NGOs work for the upliftment of the socially and politically weaker sections of the society so as to improve their status in the society so that they can get equal rights and opportunities. These organizations can contribute to the development of society towards a better and developed way of life and existence. As a community group and organization, the NGO performs certain services, development-oriented functions and works with goals and objectives to achieve the necessary positive changes in the society, community, regions and situations.
Role of Non-Governmental Organizations (NGO)
Of the multitude of roles played by NGOs, the following six can be identified as important with the risk of being generalised:
Infrastructure development and operation:
Community organizations and cooperatives may acquire, divide and develop land, build apartments, provide infrastructure, and operate and maintain infrastructures such as wells or public toilets and waste collection services. You can also set up building material supply centers and other municipal business enterprises. In many cases, they require technical assistance or advice from high-level government agencies or NGOs.

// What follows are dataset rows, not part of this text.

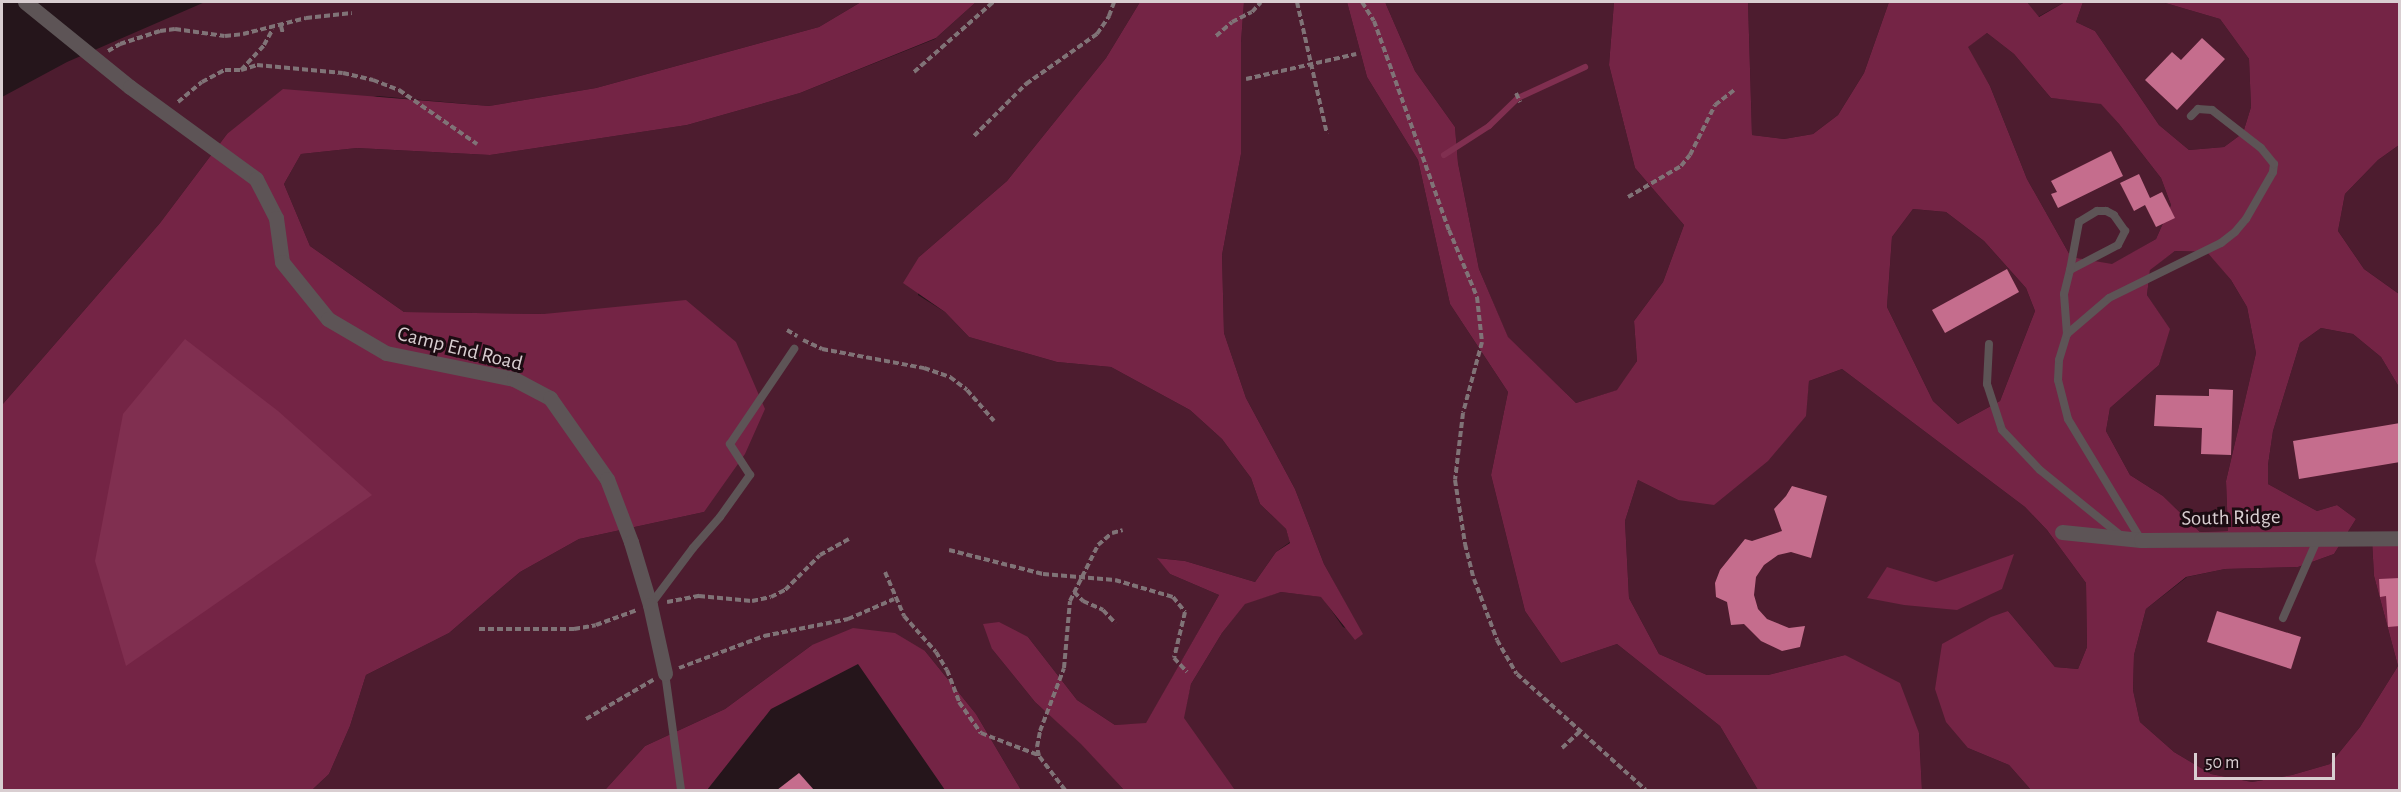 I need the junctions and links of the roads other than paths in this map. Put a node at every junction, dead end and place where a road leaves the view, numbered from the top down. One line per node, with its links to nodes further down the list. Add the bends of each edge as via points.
1 (25, 2): 12 (street, Camp End Road, via 255,179 276,218 282,262 328,319 386,353 514,379 550,398 607,478)
2 (2191, 116): 4 (lane, via 2204,107 2211,110 2261,148 2274,164 2273,172 2246,219 2221,243 2109,298)
3 (2070, 270): 3 (lane, via 2118,245 2125,231 2114,215 2097,211 2079,222); 4 (lane, via 2064,294)
4 (2067, 334): 11 (lane, via 2058,380 2068,418)
5 (1989, 344): 8 (lane, via 1987,384 2002,430 2040,470)
6 (794, 349): 12 (lane, via 730,444 750,475)
7 (2062, 532): 8 (street, South Ridge)
8 (2123, 538): 11 (street, South Ridge)
9 (2318, 538): 10 (street, South Ridge); 11 (street, South Ridge); 13 (lane)
10 (2400, 538)
11 (2141, 540)
12 (650, 605): 14 (street, Camp End Road)
13 (2283, 618)
14 (665, 673): 15 (lane, Camp End Road)
15 (681, 790) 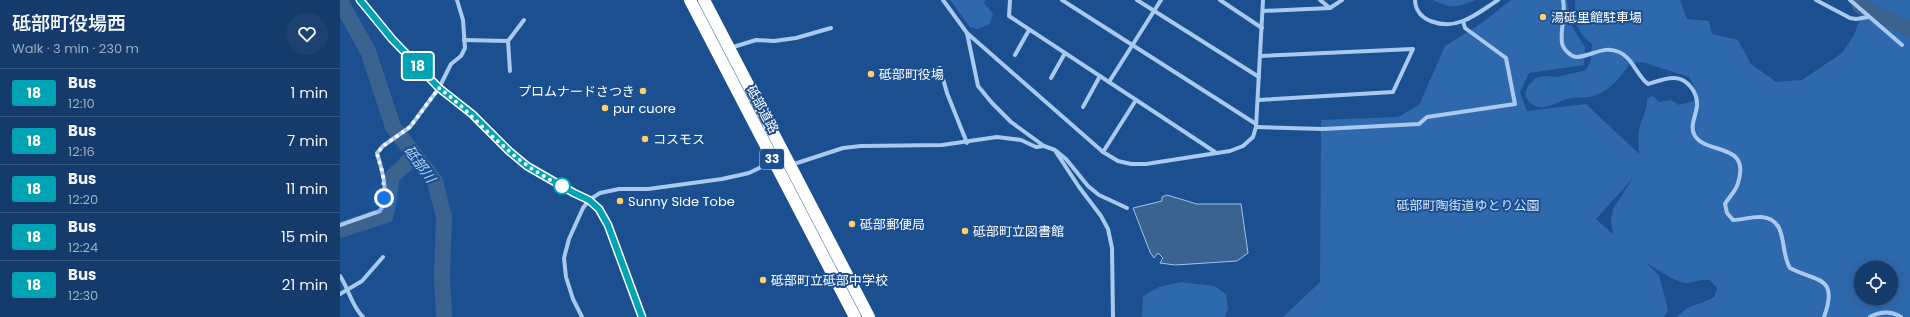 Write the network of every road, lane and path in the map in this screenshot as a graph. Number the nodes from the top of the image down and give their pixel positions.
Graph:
1 (360, 0) edge
2 (457, 0) edge
3 (690, 0) edge
4 (704, 0) edge
5 (943, 0) edge
6 (1010, 0) edge
7 (1062, 0) edge
8 (1137, 0) edge
9 (1161, 0) edge
10 (1220, 0) edge
11 (1263, 0) edge
12 (1320, 0) edge
13 (1342, 0) edge
14 (1415, 0) edge
15 (1498, 0) edge
16 (1563, 0) edge
17 (1816, 0) edge
18 (1850, 0) edge
19 (1330, 8) junction
20 (1263, 11) junction
21 (1154, 12) junction
22 (1868, 17) junction
23 (524, 20) dead end
24 (1463, 21) junction
25 (831, 28) dead end
26 (1262, 28) junction
27 (1029, 30) junction
28 (967, 33) junction
29 (464, 40) junction
30 (508, 41) junction
31 (1133, 45) junction
32 (1902, 45) dead end
33 (730, 48) junction
34 (1065, 53) junction
35 (1015, 55) dead end
36 (1260, 56) junction
37 (510, 71) dead end
38 (921, 74) dead end
39 (1100, 76) junction
40 (1259, 77) junction
41 (1051, 78) dead end
42 (1109, 82) junction
43 (439, 88) junction
44 (1136, 100) junction
45 (1258, 100) junction
46 (1083, 107) dead end
47 (1256, 126) junction
48 (967, 142) junction
49 (1044, 146) junction
50 (1055, 150) junction
51 (1103, 152) junction
52 (1216, 152) junction
53 (774, 162) junction
54 (791, 165) junction
55 (589, 200) junction
56 (1127, 208) dead end
57 (340, 225) edge
58 (383, 257) dead end
59 (340, 276) edge
60 (347, 289) junction
61 (340, 294) edge
62 (362, 317) edge
63 (582, 317) edge
64 (642, 317) edge
65 (855, 317) edge
66 (869, 317) edge
67 (1113, 317) edge
68 (1824, 317) edge
69 (1870, 317) edge
70 (1902, 317) edge

1 - 43 main road
2 - 29 street
3 - 53 highway, 砥部道路 / 33
4 - 33 highway, 砥部道路 / 33
5 - 28 street
6 - 27 street
7 - 31 street
8 - 21 street
9 - 21 street
10 - 26 street
11 - 20 street
12 - 19 street
13 - 19 street
14 - 24 street
15 - 24 street
16 - 68 street
17 - 22 street
18 - 22 street
19 - 20 street
20 - 26 street
21 - 31 street
21 - 40 street
22 - 32 street
23 - 30 street
24 - 47 street
25 - 33 street
26 - 36 street
27 - 34 street
27 - 35 street
28 - 49 street
28 - 51 street
29 - 30 street
29 - 43 street
30 - 37 street
31 - 42 street
31 - 47 street
33 - 54 highway, 砥部道路 / 33
34 - 39 street
34 - 41 street
36 - 40 street
36 - 45 street
38 - 48 street
39 - 42 street
39 - 46 street
40 - 45 street
42 - 44 street
43 - 55 main road
43 - 57 street
44 - 51 street
44 - 52 street
45 - 47 street
47 - 52 street
48 - 49 street
48 - 54 street
49 - 50 street
50 - 56 street
50 - 67 street
51 - 52 street
53 - 54 street
53 - 55 street
53 - 65 highway, 砥部道路 / 33
54 - 66 highway, 砥部道路 / 33
55 - 63 street
55 - 64 main road
58 - 60 street
59 - 60 street
60 - 61 street
60 - 62 street
69 - 70 street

Support pilot, demonstration and innovation projects:
NGOs get the benefit of a predetermined period of time to choose specific locations for innovative projects and to support the project, which removes some of the government deficit in this regard. NGOs can also be pilots for large government projects because of their ability to act faster than the government bureaucracy.
NGOs use methods of interpersonal communication and locate suitable entry points through which they gain the trust of the community they wish to benefit from. They will also have a good idea of the viability of the projects they are undertaking. The importance of this role for the government is that NGOs can communicate information about the lives, skills, attitudes and cultural characteristics of people at the local level to the decision-making levels of the government.
NGOs can facilitate people-to-government upward and downward government-to-people communication.
Bottom-up communication is about telling the government what the local people think, do and feel, while top-down communication is about letting the local people know what the government is planning and What does NGOs are also in a unique position to share information and network horizontally with other organizations performing similar functions.
Technical support and training:
Training institutions and NGOs can develop technical support and training capabilities and use them to support both community organizations and governments.
Research, Monitoring and Evaluation:
Innovative activities need to be carefully documented and shared; Effective participatory monitoring will make it possible to share the results with both the population itself and the project staff.
Advocating for and with the poor:
In some cases, NGOs become spokespersons or mediators of the poor, trying to influence government policies and programs on their behalf. This can be done through a variety of means, ranging from pilot and demonstration projects to participating in public forums and formulating government policies and plans, disseminating research and case studies on the poor. Thus, NGOs play a role ranging from advocates for the poor to implementers of government programs; From agitators and critics to partners and advisers; From sponsors of pilot projects to moderators.